Tricky Vic: The Impossibly True Story of the Man Who Sold the Eiffel Tower by Greg Pizzoli
Publisher: Viking Books for Young Readers
Release Date: March 10, 2015
In the early 1900s, Robert Miller, a.k.a. “Count Victor Lustig,” moved to Paris hoping to be an artist. A con artist, that is. He used his ingenious scams on unsuspecting marks all over the world, from the Czech Republic, to Atlantic ocean liners, and across America. Tricky Vic pulled off his most daring con in 1925, when he managed to "sell" the Eiffel Tower to one of the city’s most successful scrap metal dealers! Not once, but twice. Vic was never caught. For that particular scam, anyway.

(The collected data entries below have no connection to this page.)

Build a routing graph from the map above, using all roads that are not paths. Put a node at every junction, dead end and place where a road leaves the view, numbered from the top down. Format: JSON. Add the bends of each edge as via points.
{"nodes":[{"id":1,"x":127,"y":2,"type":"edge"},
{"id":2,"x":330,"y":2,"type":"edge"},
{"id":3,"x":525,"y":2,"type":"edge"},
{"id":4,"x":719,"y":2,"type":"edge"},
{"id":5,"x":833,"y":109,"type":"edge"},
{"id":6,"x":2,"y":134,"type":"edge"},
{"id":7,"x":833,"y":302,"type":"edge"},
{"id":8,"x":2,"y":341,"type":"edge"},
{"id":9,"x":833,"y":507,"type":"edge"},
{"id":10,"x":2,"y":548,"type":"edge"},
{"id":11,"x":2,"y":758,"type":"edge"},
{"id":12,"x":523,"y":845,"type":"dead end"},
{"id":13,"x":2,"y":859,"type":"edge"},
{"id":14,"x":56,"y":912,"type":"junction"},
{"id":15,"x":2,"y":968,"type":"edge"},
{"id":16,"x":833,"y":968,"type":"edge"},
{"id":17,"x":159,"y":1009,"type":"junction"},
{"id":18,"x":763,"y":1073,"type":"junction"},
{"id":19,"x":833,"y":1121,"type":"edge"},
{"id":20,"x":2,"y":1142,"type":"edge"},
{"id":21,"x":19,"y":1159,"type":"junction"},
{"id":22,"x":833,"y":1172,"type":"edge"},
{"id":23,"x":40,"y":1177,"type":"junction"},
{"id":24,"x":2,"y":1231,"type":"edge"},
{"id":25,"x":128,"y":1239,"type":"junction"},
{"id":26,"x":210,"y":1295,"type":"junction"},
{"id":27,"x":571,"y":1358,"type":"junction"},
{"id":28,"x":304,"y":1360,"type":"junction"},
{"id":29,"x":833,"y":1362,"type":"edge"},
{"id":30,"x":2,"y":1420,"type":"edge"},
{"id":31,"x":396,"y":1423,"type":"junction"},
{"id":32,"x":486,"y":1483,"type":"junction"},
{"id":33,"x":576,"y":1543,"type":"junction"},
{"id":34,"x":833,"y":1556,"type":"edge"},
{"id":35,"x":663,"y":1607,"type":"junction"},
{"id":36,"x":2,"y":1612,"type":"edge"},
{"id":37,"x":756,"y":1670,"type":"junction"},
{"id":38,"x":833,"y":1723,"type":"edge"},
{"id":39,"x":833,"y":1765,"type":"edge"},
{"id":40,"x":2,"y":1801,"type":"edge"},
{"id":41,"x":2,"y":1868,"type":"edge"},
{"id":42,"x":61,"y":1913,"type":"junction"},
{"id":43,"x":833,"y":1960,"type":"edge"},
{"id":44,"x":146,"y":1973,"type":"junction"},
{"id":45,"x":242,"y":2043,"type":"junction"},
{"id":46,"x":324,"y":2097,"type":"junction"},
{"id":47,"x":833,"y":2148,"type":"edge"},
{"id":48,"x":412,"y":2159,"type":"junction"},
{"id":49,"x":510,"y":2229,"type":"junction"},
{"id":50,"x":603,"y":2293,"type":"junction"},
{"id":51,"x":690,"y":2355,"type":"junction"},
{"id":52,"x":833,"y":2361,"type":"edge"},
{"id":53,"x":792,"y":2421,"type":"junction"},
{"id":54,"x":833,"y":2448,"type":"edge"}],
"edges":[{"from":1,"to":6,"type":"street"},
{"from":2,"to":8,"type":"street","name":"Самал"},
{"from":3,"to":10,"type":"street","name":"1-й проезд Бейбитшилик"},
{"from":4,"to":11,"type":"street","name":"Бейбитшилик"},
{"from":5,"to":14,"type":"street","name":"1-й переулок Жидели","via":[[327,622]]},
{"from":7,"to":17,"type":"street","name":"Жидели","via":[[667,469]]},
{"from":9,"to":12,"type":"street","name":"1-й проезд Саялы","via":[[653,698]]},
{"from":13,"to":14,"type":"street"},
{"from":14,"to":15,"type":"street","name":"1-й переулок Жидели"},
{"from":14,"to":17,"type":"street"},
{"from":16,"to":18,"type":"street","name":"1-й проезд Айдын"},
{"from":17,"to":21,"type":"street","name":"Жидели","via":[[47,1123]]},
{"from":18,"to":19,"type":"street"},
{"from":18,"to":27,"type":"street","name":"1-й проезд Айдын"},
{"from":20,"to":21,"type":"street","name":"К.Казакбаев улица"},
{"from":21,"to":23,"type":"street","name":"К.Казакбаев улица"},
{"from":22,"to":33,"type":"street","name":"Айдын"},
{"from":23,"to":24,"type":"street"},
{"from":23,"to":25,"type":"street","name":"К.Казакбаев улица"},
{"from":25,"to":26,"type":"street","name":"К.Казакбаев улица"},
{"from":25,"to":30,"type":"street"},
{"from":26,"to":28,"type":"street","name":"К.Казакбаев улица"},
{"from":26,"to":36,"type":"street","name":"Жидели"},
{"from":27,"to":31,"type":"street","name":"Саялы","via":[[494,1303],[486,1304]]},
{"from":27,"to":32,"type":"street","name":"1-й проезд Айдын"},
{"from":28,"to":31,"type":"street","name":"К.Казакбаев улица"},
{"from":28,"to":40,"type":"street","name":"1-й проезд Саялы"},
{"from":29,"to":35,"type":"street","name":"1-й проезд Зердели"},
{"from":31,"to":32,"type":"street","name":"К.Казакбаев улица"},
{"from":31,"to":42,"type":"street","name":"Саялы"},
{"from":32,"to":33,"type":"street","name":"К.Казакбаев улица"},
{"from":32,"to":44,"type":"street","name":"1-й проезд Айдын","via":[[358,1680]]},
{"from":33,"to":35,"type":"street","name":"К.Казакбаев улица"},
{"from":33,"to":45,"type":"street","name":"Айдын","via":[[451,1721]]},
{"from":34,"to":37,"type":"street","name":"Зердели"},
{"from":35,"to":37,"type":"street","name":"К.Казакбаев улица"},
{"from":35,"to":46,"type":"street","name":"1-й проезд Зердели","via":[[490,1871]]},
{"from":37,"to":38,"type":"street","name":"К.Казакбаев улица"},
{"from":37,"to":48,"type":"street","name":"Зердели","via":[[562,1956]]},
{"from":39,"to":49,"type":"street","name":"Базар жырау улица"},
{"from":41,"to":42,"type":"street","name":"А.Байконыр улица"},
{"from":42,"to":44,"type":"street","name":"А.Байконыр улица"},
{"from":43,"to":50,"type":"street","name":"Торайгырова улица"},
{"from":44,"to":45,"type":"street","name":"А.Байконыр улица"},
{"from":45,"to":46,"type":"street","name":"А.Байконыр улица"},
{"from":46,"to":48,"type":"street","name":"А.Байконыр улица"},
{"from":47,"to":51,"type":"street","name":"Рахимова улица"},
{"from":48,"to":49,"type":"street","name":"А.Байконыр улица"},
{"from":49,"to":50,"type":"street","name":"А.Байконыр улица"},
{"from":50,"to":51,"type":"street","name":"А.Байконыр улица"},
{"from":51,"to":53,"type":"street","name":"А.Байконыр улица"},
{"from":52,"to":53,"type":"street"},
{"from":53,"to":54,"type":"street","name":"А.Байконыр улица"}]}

Much like the Catch Me If You Can story, Tricky Vic is one of those tales that is so crazy that it has to be true. The author artfully tows the line between being an exciting action story and a cautionary tale concerning this skillful con artist. Like all con artists, it seems that greed was his ultimate downfall, but I enjoyed the book for what it was. There were great sidebars of information concerning a number of topics mentioned in the book as well, which would make it the perfect addition to any curriculum concerning the early 1900s. The illustrations were a fantastic addition to the story. Tricky Vic's character is portrayed by a man with a thumbprint for a head, which seemed like the perfect representation for a man who was many things, but never himself. The use of mixed media throughout was the perfect balance of stylized illustrations and historical photographs.